(Work request):
Take each line from the entries that holds "Vetevägen" and copy it out.
**** Available records ****
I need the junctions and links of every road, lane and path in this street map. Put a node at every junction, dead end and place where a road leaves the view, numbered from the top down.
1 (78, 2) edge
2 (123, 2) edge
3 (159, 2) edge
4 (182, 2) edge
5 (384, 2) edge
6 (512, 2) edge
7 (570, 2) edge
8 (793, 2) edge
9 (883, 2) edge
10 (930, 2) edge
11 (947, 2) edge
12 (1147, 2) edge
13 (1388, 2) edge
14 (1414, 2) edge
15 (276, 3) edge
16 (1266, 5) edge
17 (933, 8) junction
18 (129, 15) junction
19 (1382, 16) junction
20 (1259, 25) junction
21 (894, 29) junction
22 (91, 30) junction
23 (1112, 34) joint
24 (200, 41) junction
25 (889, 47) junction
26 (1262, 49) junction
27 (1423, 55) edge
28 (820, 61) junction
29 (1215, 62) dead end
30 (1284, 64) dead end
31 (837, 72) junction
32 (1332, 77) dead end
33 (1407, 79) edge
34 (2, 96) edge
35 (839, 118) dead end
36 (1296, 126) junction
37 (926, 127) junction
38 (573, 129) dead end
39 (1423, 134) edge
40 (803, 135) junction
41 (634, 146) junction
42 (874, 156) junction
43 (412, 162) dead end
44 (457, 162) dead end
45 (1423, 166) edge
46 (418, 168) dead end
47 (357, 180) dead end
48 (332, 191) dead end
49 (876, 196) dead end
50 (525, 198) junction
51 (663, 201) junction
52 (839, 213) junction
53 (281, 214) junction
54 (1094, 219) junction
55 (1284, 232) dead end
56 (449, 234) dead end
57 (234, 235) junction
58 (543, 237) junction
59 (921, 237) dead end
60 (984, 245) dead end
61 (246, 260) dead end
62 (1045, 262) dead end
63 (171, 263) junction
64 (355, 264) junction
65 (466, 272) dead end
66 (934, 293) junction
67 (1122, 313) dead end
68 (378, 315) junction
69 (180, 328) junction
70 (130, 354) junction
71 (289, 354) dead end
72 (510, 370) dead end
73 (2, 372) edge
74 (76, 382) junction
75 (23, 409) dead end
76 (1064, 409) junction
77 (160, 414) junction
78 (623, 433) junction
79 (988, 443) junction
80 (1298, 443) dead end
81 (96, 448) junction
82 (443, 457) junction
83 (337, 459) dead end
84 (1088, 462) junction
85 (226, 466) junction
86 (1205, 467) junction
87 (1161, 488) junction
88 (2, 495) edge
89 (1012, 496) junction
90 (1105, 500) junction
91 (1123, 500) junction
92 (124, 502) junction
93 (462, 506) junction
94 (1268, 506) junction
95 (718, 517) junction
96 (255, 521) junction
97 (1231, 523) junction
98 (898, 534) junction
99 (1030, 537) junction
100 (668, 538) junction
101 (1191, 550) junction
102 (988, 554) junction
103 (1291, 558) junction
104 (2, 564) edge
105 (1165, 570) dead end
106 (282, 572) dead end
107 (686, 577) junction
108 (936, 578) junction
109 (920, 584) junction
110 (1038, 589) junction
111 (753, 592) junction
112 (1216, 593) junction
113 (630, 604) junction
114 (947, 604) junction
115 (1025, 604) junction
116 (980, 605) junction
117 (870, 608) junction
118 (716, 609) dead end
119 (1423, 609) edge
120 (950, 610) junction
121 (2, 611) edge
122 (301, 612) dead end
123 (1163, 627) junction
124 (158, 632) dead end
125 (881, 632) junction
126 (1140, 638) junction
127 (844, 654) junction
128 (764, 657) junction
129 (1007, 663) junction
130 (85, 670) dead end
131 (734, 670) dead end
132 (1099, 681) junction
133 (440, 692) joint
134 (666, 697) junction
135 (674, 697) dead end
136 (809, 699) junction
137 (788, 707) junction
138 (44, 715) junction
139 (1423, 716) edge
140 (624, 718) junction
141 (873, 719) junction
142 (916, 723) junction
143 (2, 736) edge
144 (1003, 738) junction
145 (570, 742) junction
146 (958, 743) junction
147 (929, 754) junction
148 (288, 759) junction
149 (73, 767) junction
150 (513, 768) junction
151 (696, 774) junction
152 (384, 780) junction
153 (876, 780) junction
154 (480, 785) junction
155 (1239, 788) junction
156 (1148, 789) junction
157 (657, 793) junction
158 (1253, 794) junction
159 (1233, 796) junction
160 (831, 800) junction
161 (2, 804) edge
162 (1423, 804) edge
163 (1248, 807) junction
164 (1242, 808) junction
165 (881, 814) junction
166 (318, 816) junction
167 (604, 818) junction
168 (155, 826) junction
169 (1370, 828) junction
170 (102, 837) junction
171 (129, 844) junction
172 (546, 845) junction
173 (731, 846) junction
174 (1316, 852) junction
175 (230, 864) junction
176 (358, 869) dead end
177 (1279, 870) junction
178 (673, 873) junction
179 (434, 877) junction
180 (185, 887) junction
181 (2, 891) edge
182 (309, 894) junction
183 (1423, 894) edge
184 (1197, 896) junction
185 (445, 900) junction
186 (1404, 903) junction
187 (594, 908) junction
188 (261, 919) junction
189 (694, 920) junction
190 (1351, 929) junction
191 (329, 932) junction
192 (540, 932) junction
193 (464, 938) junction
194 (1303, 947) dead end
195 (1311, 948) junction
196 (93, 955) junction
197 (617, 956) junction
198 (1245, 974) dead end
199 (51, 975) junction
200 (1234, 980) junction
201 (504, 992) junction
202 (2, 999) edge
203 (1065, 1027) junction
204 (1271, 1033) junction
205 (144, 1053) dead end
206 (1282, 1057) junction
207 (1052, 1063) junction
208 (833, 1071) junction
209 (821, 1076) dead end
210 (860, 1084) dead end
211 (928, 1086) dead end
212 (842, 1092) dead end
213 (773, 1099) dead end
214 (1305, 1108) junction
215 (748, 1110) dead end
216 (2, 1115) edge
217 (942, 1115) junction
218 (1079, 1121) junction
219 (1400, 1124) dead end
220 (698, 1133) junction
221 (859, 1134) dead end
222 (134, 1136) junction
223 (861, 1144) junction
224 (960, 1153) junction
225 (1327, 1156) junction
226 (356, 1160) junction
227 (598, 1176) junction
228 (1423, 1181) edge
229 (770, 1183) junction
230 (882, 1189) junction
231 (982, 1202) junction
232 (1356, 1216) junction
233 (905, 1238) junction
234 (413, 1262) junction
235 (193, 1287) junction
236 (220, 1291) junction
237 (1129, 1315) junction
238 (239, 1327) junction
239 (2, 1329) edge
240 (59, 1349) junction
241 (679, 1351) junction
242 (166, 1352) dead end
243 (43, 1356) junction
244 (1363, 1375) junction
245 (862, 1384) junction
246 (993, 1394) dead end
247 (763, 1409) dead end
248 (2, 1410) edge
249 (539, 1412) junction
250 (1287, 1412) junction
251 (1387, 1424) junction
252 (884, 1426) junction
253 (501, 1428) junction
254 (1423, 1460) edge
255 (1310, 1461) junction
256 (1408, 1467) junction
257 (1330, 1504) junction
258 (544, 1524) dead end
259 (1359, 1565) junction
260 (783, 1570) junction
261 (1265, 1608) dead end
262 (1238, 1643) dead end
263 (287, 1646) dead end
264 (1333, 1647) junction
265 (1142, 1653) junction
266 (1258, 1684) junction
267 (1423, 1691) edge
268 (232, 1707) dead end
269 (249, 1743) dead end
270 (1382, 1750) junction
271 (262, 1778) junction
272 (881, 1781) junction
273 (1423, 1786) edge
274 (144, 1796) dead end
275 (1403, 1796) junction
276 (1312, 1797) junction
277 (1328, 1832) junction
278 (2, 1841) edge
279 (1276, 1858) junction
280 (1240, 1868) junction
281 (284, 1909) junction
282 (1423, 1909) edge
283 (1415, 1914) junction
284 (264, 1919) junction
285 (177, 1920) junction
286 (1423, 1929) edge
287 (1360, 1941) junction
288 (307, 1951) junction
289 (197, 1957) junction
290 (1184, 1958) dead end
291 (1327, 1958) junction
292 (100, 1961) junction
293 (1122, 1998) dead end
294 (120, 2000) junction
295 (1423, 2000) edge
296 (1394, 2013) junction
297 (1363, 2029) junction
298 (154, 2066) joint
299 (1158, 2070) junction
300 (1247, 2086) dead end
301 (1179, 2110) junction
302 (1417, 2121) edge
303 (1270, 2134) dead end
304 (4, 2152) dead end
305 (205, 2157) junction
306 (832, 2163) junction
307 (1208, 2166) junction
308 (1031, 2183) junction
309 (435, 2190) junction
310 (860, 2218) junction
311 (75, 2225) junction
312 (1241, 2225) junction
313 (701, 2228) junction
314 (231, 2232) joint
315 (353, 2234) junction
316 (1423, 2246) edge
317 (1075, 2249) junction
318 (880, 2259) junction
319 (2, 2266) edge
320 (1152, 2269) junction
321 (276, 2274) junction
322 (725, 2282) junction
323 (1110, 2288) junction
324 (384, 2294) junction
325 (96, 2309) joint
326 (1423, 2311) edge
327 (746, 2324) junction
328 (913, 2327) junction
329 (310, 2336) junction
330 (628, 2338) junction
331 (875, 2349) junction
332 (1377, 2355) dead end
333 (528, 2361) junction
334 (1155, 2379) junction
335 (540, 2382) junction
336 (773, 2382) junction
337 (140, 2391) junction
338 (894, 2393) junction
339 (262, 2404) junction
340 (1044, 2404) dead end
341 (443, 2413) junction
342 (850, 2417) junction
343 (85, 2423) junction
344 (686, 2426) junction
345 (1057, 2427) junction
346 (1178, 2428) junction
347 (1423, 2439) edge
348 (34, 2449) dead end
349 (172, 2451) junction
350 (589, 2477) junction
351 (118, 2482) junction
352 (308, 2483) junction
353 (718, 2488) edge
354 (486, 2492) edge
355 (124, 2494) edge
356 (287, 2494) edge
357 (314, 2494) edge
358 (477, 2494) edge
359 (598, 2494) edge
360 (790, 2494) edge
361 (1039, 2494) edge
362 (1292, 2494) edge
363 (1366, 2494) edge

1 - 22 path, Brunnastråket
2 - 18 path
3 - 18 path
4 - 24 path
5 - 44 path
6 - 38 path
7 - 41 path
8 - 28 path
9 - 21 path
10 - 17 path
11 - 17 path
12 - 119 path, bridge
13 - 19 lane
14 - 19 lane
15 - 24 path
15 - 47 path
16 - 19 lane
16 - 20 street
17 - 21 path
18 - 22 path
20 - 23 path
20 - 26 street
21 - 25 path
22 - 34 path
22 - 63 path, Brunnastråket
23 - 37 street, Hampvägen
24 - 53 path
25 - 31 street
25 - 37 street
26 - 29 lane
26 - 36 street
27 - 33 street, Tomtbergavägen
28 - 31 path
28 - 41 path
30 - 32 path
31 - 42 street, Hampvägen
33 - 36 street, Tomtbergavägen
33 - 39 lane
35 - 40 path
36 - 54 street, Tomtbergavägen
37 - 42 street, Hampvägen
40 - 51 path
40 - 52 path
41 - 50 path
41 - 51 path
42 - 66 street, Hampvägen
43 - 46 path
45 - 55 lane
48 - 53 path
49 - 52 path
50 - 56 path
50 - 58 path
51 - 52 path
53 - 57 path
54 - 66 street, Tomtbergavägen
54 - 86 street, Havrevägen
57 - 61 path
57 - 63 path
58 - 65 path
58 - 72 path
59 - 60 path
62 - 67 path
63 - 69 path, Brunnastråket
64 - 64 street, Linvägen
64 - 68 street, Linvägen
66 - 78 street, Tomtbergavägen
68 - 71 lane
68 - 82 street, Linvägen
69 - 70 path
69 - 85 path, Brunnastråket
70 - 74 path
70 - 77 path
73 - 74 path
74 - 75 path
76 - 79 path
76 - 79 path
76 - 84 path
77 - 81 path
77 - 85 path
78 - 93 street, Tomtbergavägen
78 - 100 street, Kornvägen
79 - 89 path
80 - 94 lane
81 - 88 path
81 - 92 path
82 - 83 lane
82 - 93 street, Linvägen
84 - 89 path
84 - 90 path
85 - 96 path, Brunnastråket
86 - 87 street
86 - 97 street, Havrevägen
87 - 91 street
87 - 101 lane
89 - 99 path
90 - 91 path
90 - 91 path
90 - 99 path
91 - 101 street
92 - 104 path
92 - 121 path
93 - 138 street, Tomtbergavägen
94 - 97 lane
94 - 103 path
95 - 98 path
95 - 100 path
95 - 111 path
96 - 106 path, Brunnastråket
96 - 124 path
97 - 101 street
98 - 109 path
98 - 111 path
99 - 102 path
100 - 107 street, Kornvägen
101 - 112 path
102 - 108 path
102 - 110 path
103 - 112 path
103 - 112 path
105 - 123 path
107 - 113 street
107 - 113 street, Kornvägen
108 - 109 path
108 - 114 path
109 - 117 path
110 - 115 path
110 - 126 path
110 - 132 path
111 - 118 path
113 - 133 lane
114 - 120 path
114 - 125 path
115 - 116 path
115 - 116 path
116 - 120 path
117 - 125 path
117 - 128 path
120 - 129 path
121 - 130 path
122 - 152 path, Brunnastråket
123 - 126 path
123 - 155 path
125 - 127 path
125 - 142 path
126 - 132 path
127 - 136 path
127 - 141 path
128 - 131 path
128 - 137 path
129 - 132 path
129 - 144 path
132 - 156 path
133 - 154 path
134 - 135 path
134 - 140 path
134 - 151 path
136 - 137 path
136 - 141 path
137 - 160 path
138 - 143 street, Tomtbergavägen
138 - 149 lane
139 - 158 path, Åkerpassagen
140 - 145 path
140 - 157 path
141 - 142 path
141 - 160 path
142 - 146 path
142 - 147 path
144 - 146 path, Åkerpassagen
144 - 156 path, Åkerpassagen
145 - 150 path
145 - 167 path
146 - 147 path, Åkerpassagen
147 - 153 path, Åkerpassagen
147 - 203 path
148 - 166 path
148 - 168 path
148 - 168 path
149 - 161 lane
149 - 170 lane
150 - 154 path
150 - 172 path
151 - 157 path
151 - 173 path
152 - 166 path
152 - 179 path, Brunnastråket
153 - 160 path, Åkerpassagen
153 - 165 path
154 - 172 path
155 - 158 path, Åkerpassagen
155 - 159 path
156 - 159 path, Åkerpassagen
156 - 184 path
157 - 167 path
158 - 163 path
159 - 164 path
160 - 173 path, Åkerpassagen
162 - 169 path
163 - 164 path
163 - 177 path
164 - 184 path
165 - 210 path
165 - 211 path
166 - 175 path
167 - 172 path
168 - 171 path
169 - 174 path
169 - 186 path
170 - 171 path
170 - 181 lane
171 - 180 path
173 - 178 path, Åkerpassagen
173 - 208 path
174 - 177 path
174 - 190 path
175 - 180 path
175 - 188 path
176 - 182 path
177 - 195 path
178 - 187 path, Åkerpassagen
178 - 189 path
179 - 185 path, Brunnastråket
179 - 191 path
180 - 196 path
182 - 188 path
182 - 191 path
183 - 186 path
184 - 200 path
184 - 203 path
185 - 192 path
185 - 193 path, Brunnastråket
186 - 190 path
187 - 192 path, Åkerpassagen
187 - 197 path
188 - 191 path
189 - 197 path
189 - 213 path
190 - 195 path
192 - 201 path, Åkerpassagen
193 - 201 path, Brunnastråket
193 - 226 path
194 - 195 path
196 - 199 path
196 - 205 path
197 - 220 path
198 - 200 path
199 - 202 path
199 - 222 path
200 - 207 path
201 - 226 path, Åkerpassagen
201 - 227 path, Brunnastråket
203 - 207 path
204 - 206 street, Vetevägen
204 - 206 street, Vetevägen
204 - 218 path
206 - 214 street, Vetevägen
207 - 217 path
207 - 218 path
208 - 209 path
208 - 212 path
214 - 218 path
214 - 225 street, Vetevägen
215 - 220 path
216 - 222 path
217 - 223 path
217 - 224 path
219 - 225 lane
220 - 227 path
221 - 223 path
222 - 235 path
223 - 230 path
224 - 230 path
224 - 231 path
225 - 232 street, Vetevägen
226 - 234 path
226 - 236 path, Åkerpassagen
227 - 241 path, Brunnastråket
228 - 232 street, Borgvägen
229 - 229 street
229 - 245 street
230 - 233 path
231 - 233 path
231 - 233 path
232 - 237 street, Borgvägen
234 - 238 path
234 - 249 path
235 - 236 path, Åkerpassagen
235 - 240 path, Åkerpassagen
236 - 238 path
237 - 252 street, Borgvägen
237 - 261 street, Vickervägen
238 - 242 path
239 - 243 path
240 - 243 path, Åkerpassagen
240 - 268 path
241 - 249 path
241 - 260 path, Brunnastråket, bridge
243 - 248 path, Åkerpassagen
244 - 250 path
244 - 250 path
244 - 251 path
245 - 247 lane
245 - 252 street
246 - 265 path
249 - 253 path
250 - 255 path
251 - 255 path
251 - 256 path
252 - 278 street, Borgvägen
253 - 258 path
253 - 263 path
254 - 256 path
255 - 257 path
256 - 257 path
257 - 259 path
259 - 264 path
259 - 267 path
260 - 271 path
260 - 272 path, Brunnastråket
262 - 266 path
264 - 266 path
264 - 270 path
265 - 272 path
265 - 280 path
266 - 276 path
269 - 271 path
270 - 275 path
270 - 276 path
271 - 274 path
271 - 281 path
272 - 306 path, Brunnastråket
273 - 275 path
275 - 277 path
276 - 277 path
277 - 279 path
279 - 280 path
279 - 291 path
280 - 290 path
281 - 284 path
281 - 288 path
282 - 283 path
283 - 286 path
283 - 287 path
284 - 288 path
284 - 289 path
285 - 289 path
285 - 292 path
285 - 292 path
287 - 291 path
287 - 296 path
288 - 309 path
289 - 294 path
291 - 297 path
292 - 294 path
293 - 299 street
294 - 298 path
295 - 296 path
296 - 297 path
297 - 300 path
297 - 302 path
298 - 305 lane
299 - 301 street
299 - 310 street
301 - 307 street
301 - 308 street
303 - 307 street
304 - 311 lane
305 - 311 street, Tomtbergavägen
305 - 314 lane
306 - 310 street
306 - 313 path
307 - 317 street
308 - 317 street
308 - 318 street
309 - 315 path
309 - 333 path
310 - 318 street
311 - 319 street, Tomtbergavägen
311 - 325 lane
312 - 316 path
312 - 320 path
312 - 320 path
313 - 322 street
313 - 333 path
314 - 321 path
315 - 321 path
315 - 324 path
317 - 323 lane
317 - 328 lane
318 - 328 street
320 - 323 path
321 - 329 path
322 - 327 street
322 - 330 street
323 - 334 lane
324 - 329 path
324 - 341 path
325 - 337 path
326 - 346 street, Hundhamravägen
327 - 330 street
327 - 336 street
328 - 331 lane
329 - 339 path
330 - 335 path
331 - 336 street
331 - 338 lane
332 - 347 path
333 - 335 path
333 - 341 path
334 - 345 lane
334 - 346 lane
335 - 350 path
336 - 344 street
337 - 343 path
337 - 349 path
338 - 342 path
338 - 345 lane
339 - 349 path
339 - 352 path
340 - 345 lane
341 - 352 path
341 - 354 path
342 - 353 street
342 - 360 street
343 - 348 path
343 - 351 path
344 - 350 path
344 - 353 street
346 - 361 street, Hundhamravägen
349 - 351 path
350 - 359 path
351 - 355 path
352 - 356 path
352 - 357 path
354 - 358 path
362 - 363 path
****
(Answer box):
204 - 206 street, Vetevägen
204 - 206 street, Vetevägen
206 - 214 street, Vetevägen
214 - 225 street, Vetevägen
225 - 232 street, Vetevägen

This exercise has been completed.